Il parco fotovoltaico più grande d’Italia si trova in Puglia.

Pannelli solari nel campo fotovoltaico più grande d'Italia

L’Italia è un paese pieno di meraviglie, prima tra tutte il clima che ci permette di godere a pieno tutte le stagioni e di avere grandi vantaggi nella sostenibilità.

Proprio per questa caratteristica, un’azienda danese, la European Energy, ha creato il più grande parco fotovoltaico d’Italia, precisamente a Foggia.

Inaugurato a giugno del 2020, con un finanziamento di 94,5 milioni di euro, il parco è un gioiello di ingegneria, sostenibilità ma anche di cura del territorio e della sua storia.

“DIMENSIONI E POSIZIONE”

Si sviluppa per un’area di circa 1.500.000 metri quadrati, (l’equivalente di 200 campi da calcio), in costante aumento dalla fase di progettazione fino al 2021.

L’azienda danese ha dato un grande valore a quel terreno a livello paesaggistico, naturale ma anche storico.

Infatti, dopo un’indagine legata al parco, ha finanziato con 1 milione di euro gli scavi dai quali sono emersi reperti di una basilica e di un insediamento del neolitico.

“POTENZA”

 

Parlando di energia invece, possiamo affermare con piacere che i 275 mila moduli fotovoltaici sono di ultima generazione e sviluppano 103 MW di capacità.

Ciò significa che con la produzione annua di 150 GWh può soddisfare completamente le necessità di energia elettrica di una città di 200 mila abitanti.

Il parco fotovoltaico di Foggia è al primo posto in Italia per grandezza e potenza, seguito da quello di Montalto di Castro e quello di Rovigo.

È il 17° in classifica mondiale, dominata dalla Cina seguita dallo stato della California e dall’India.

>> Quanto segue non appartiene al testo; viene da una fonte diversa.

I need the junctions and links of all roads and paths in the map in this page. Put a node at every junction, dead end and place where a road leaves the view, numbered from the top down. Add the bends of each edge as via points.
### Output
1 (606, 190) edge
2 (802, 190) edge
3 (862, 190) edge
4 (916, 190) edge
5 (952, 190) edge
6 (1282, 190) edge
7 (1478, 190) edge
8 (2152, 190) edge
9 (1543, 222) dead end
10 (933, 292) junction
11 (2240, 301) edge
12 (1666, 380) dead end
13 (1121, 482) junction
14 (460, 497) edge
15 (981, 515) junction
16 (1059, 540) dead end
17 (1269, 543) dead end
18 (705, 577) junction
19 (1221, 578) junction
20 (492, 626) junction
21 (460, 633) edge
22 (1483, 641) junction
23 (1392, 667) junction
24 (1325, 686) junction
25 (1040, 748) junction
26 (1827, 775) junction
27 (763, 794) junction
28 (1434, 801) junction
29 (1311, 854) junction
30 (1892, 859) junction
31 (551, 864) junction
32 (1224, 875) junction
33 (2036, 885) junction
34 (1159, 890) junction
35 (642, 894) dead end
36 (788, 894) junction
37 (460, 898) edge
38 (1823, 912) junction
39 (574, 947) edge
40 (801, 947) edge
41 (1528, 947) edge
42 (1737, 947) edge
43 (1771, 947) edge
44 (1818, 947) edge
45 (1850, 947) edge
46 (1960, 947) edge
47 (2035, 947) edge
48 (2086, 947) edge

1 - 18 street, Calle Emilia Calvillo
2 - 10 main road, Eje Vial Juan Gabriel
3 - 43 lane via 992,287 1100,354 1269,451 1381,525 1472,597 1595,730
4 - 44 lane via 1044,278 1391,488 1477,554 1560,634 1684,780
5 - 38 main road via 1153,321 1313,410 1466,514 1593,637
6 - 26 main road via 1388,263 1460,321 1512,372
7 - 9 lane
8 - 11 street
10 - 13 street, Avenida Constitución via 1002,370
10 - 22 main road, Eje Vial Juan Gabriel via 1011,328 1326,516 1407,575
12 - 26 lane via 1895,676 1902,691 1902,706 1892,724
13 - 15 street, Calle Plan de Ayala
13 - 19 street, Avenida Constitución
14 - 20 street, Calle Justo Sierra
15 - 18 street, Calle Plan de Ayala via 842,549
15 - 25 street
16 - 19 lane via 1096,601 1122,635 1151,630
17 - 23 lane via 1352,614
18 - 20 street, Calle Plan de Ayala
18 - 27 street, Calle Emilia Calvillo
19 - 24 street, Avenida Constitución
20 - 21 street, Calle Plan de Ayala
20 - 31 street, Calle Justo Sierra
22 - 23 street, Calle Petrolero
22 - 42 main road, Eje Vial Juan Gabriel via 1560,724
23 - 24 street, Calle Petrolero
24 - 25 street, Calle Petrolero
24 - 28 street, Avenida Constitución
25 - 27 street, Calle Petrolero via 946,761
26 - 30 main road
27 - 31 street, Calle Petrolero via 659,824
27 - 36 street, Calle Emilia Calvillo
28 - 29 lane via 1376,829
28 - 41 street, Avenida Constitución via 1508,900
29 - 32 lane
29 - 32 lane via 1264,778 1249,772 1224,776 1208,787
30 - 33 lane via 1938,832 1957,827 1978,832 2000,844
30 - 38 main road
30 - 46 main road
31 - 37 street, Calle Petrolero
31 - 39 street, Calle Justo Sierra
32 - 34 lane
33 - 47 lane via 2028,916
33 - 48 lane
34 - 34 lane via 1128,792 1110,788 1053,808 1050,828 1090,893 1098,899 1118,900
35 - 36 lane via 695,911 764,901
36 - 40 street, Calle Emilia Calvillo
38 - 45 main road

L’European Energy, dopo gli ottimi risultati e la grande efficienza del progetto, si dichiara pronta ad investire ulteriori 800 milioni di euro per il mantenimento e il miglioramento del sistema.

La struttura concilia il rispetto della natura, del territorio e della storia con le nuove tecnologie.

Un mix perfetto, porta avanti l’idea di sostenibilità in un’area della nostra penisola, che forse non è valorizzata nel massimo delle sue potenzialità.